EXERCISE OBJECTIVE | A verbatim copy of all the data is required, minus any images.

THE DATA |
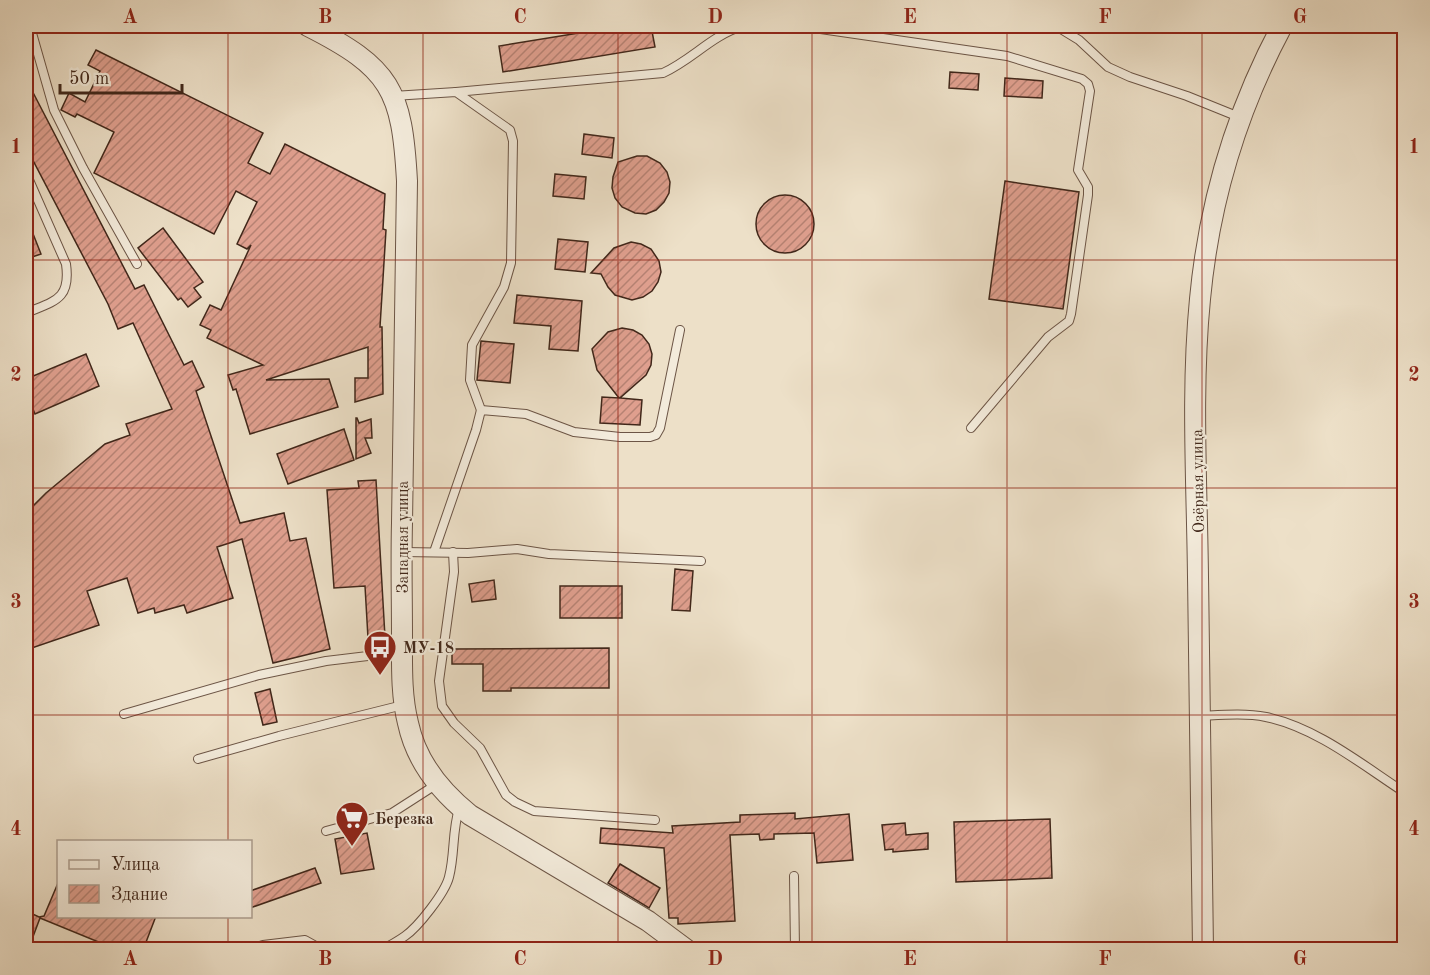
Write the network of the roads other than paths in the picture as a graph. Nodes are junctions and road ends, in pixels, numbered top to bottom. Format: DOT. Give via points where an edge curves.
graph roads {
  1 [pos="30,26"];
  2 [pos="308,26"];
  3 [pos="446,26"];
  4 [pos="474,26"];
  5 [pos="743,26"];
  6 [pos="800,26"];
  7 [pos="1045,26"];
  8 [pos="1282,26"];
  9 [pos="456,92"];
  10 [pos="393,96"];
  11 [pos="1240,117"];
  12 [pos="26,173"];
  13 [pos="137,264"];
  14 [pos="26,313"];
  15 [pos="680,330"];
  16 [pos="481,410"];
  17 [pos="971,428"];
  18 [pos="402,552"];
  19 [pos="434,552"];
  20 [pos="453,552"];
  21 [pos="701,561"];
  22 [pos="402,652"];
  23 [pos="405,705"];
  24 [pos="124,714"];
  25 [pos="1200,716"];
  26 [pos="198,759"];
  27 [pos="437,784"];
  28 [pos="1404,792"];
  29 [pos="460,807"];
  30 [pos="655,820"];
  31 [pos="326,831"];
  32 [pos="794,876"];
  33 [pos="247,950"];
  34 [pos="322,950"];
  35 [pos="381,950"];
  36 [pos="687,950"];
  37 [pos="795,950"];
  38 [pos="1203,950"];
  1 -- 13 [label="lane" via="54,110"];
  2 -- 10 [label="street, Западная улица" via="363,58 379,72"];
  3 -- 4 [label="lane"];
  5 -- 9 [label="lane" via="716,37 663,73"];
  6 -- 17 [label="lane" via="1007,56 1088,84 1078,170 1088,195 1069,321 1048,337"];
  7 -- 11 [label="lane" via="1061,29 1079,40 1108,67"];
  8 -- 11 [label="street, Озёрная улица"];
  9 -- 10 [label="lane"];
  9 -- 16 [label="lane" via="510,130 513,141 511,263 504,287 472,345 470,380"];
  10 -- 18 [label="street, Западная улица" via="403,128 407,182"];
  11 -- 25 [label="street, Озёрная улица" via="1216,203 1200,299 1196,394"];
  12 -- 14 [label="lane" via="66,264 68,280 56,300"];
  15 -- 16 [label="lane" via="656,435 620,437 574,432 526,414"];
  16 -- 19 [label="lane"];
  18 -- 19 [label="lane"];
  18 -- 22 [label="street, Западная улица"];
  19 -- 20 [label="lane"];
  20 -- 21 [label="lane" via="517,549"];
  20 -- 30 [label="lane" via="454,572 440,681 442,706 480,748 506,795 534,811"];
  22 -- 23 [label="street, Западная улица"];
  22 -- 24 [label="lane" via="326,661 259,675"];
  23 -- 26 [label="lane"];
  23 -- 27 [label="street, Западная улица" via="414,745"];
  25 -- 28 [label="lane" via="1265,717 1289,724 1316,735"];
  25 -- 38 [label="street, Озёрная улица"];
  27 -- 29 [label="street, Западная улица"];
  27 -- 31 [label="lane" via="392,813"];
  29 -- 35 [label="lane" via="448,879 407,935"];
  29 -- 36 [label="street, Западная улица" via="648,921"];
  32 -- 37 [label="lane"];
  33 -- 34 [label="lane" via="305,940"];
}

SOLUTION FOR THIS EXERCISE |
Write the network of the roads other than paths in the picture as a graph. Nodes are junctions and road ends, in pixels, numbered top to bottom. Format: DOT. Give via points where an edge curves.
graph roads {
  1 [pos="30,26"];
  2 [pos="308,26"];
  3 [pos="446,26"];
  4 [pos="474,26"];
  5 [pos="743,26"];
  6 [pos="800,26"];
  7 [pos="1045,26"];
  8 [pos="1282,26"];
  9 [pos="456,92"];
  10 [pos="393,96"];
  11 [pos="1240,117"];
  12 [pos="26,173"];
  13 [pos="137,264"];
  14 [pos="26,313"];
  15 [pos="680,330"];
  16 [pos="481,410"];
  17 [pos="971,428"];
  18 [pos="402,552"];
  19 [pos="434,552"];
  20 [pos="453,552"];
  21 [pos="701,561"];
  22 [pos="402,652"];
  23 [pos="405,705"];
  24 [pos="124,714"];
  25 [pos="1200,716"];
  26 [pos="198,759"];
  27 [pos="437,784"];
  28 [pos="1404,792"];
  29 [pos="460,807"];
  30 [pos="655,820"];
  31 [pos="326,831"];
  32 [pos="794,876"];
  33 [pos="247,950"];
  34 [pos="322,950"];
  35 [pos="381,950"];
  36 [pos="687,950"];
  37 [pos="795,950"];
  38 [pos="1203,950"];
  1 -- 13 [label="lane" via="54,110"];
  2 -- 10 [label="street, Западная улица" via="363,58 379,72"];
  3 -- 4 [label="lane"];
  5 -- 9 [label="lane" via="716,37 663,73"];
  6 -- 17 [label="lane" via="1007,56 1088,84 1078,170 1088,195 1069,321 1048,337"];
  7 -- 11 [label="lane" via="1061,29 1079,40 1108,67"];
  8 -- 11 [label="street, Озёрная улица"];
  9 -- 10 [label="lane"];
  9 -- 16 [label="lane" via="510,130 513,141 511,263 504,287 472,345 470,380"];
  10 -- 18 [label="street, Западная улица" via="403,128 407,182"];
  11 -- 25 [label="street, Озёрная улица" via="1216,203 1200,299 1196,394"];
  12 -- 14 [label="lane" via="66,264 68,280 56,300"];
  15 -- 16 [label="lane" via="656,435 620,437 574,432 526,414"];
  16 -- 19 [label="lane"];
  18 -- 19 [label="lane"];
  18 -- 22 [label="street, Западная улица"];
  19 -- 20 [label="lane"];
  20 -- 21 [label="lane" via="517,549"];
  20 -- 30 [label="lane" via="454,572 440,681 442,706 480,748 506,795 534,811"];
  22 -- 23 [label="street, Западная улица"];
  22 -- 24 [label="lane" via="326,661 259,675"];
  23 -- 26 [label="lane"];
  23 -- 27 [label="street, Западная улица" via="414,745"];
  25 -- 28 [label="lane" via="1265,717 1289,724 1316,735"];
  25 -- 38 [label="street, Озёрная улица"];
  27 -- 29 [label="street, Западная улица"];
  27 -- 31 [label="lane" via="392,813"];
  29 -- 35 [label="lane" via="448,879 407,935"];
  29 -- 36 [label="street, Западная улица" via="648,921"];
  32 -- 37 [label="lane"];
  33 -- 34 [label="lane" via="305,940"];
}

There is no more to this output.